Hoje, 6 de fevereiro, o Superior Tribunal de Justiça (STJ) julgará os Recursos n.º 2.160.674/RS e n.º 2.153.347/PR, sob a relatoria do ministro Luiz Gurgel de Faria, afetados sob a sistemática de julgamentos repetitivos (Tema Repetitivo n.º 1.290), que tratará da discussão relativa à natureza jurídica dos valores pagos às gestantes afastadas integralmente de suas atividades laborais durante o período de calamidade pública decorrente da pandemia de covid-19.
A controvérsia transcende os aspectos fiscais e financeiros, refletindo diretamente na confiança dos cidadãos no Estado como agente promotor de políticas públicas e de proteção social aos grupos mais vulneráveis. O julgamento ocorre em um contexto marcado pelos desafios impostos pela pandemia de covid-19, que, além de ter custado a vida de milhares de brasileiros, impôs medidas de distanciamento social cujos impactos ainda reverberam na sociedade.
A questão em debate é se esses valores podem ser classificados como salário-maternidade, o que permitiria às empresas compensá-los com as contribuições patronais incidentes sobre a folha de pagamento, nos termos do parágrafo 1.º do artigo 72 da Lei n.º 8.213/1991, assim como a consequente exclusão da base de cálculo das contribuições previdenciárias, conforme restou decidido no Tema n.º 72 da repercussão geral.
Em oportunidades anteriores, as turmas do STJ já se manifestaram rejeitando a pretensão dos contribuintes, fundamentando suas decisões, principalmente, nos seguintes argumentos: (i) embora a imposição do ônus ao empregador possa parecer desproporcional ou desarrazoada, no contexto de calamidade pública, “os Poderes Executivo e Legislativo adotaram medidas para distribuir os custos desse enfrentamento entre os entes da Federação e a sociedade civil”; e (ii) a Lei n.º 8.213/1991 não prevê o enquadramento do afastamento previsto na Lei n.º 14.151/2021 como período abrangido pelo salário-maternidade, de modo que não há respaldo legal para a compensação pretendida. O reconhecimento desse direito, segundo o tribunal, “implicaria, por via transversa, a criação de benefício previdenciário pelo Poder Judiciário sem previsão legal nem dotação orçamentária própria”, em afronta ao parágrafo 5.º do artigo 195 da Constituição federal.

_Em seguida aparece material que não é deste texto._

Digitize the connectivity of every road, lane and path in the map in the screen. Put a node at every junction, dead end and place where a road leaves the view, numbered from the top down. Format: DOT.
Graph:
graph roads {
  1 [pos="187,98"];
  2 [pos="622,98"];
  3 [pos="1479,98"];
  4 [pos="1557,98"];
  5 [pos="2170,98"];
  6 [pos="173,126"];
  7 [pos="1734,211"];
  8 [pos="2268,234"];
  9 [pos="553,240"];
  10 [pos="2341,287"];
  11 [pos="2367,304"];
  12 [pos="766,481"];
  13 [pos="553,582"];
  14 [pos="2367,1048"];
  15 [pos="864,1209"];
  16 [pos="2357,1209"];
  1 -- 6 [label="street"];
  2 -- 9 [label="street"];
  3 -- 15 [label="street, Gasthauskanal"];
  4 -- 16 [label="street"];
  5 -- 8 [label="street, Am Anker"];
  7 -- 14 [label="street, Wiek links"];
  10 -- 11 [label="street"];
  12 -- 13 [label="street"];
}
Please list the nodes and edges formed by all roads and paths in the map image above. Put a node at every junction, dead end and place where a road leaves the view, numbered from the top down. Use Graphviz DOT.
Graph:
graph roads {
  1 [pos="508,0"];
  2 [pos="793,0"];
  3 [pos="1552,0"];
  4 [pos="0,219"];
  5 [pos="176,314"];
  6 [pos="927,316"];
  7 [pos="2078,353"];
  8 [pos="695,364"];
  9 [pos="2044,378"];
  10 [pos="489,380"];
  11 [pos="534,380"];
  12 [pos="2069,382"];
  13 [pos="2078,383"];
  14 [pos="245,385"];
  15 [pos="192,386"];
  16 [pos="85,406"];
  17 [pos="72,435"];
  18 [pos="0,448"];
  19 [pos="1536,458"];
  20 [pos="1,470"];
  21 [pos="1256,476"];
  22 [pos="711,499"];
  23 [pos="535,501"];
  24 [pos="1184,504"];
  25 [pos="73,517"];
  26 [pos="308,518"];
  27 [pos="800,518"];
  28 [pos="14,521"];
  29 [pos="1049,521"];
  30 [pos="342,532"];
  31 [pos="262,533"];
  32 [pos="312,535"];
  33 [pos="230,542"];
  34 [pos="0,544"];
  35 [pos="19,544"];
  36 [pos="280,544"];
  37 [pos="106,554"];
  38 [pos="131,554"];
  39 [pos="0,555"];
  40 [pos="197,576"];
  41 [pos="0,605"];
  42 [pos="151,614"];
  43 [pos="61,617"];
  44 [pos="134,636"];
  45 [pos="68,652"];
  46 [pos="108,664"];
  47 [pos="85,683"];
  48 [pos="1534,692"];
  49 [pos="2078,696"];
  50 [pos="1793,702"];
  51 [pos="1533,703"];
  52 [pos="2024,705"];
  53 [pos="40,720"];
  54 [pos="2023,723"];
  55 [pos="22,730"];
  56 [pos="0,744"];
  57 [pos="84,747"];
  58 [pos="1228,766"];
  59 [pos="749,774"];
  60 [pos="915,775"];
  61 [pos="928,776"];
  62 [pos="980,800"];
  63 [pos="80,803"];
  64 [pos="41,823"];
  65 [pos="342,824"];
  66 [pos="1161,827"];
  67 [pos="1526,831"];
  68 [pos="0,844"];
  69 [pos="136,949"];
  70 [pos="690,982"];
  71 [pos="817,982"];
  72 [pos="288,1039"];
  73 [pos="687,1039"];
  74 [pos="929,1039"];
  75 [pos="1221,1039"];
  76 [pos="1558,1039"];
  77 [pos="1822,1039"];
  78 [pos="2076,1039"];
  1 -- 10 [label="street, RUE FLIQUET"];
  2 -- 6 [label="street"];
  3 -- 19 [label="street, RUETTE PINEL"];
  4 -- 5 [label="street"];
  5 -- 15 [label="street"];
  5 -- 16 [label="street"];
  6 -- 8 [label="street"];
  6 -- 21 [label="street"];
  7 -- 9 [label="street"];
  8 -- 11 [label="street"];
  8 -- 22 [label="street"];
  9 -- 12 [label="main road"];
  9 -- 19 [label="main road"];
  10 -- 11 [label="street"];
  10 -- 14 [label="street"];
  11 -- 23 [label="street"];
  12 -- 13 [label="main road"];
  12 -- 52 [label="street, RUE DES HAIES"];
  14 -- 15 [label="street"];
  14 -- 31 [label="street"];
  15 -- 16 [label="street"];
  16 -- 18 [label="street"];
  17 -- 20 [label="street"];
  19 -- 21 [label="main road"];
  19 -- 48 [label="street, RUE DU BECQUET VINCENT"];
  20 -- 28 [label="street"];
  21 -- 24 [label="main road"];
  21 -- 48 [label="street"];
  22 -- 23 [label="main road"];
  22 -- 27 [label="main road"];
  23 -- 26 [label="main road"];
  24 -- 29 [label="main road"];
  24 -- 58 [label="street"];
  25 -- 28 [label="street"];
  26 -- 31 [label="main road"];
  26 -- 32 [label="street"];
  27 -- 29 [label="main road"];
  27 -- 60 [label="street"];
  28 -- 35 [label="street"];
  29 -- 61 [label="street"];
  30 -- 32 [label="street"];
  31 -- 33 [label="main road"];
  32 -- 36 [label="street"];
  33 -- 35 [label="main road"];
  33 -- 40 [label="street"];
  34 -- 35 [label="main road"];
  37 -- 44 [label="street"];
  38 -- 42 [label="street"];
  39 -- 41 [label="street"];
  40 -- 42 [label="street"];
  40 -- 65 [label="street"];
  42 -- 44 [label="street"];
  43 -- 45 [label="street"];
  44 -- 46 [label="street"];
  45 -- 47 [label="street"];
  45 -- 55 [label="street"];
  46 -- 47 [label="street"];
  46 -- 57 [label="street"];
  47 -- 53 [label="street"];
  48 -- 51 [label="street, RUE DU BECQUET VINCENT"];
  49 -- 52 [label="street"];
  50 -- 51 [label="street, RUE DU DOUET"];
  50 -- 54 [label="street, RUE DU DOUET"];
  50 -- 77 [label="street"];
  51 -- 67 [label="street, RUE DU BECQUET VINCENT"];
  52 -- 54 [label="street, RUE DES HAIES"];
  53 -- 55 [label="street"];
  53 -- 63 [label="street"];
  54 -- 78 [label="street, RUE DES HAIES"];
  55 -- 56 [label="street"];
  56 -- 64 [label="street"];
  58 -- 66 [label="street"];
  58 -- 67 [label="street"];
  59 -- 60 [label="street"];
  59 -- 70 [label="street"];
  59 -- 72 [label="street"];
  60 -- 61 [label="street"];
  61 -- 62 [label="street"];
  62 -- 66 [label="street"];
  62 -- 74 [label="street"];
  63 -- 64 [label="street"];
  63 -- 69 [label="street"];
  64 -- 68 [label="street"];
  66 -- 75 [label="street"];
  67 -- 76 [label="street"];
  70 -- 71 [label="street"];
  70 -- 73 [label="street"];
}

No entanto, é necessário advertir que há um erro de premissa fundamental e que altera substancialmente a conclusão a que se pode chegar.
A Lei n.º 14.151/2021 foi aprovada pelo Congresso Nacional às pressas e em caráter emergencial. A urgência da aprovação da medida já estava evidenciada na exposição de motivos do Projeto de Lei n.º 3.932/2020, que lhe deu origem. Nas justificativas legislativas, destacou-se que institutos de pesquisa internacionais apontavam para a grave situação de óbitos maternos no Brasil em decorrência da covid-19. Além disso, o próprio Ministério da Saúde alertava para os riscos comprovados de infecção que ameaçavam a saúde das mulheres no ciclo gravídico-puerperal. Entidades médicas especializadas em obstetrícia também recomendavam o afastamento ou a realocação de gestantes durante o período da pandemia, considerando essa medida essencial para a proteção da saúde da gestante e do bebê.
Assim é que o legislador, de forma acertada, determinou, no artigo 1.º da referida lei, o afastamento das empregadas gestantes das atividades presenciais, permitindo a continuidade do trabalho por meio de teletrabalho, trabalho remoto ou outras formas de trabalho a distância, sem prejuízo da remuneração, como medida excepcional e estratégica para o enfrentamento da pandemia de covid-19, baseada no claro entendimento de que as gestantes pertencem a um grupo de risco em face da nocividade da doença.
De início, no entanto, verificou-se uma aparente lacuna na lei em relação à hipótese em que não há possibilidade de a gestante desempenhar a atividade de modo remoto, nos casos em que a sua função exige necessariamente sua presença física no local de trabalho.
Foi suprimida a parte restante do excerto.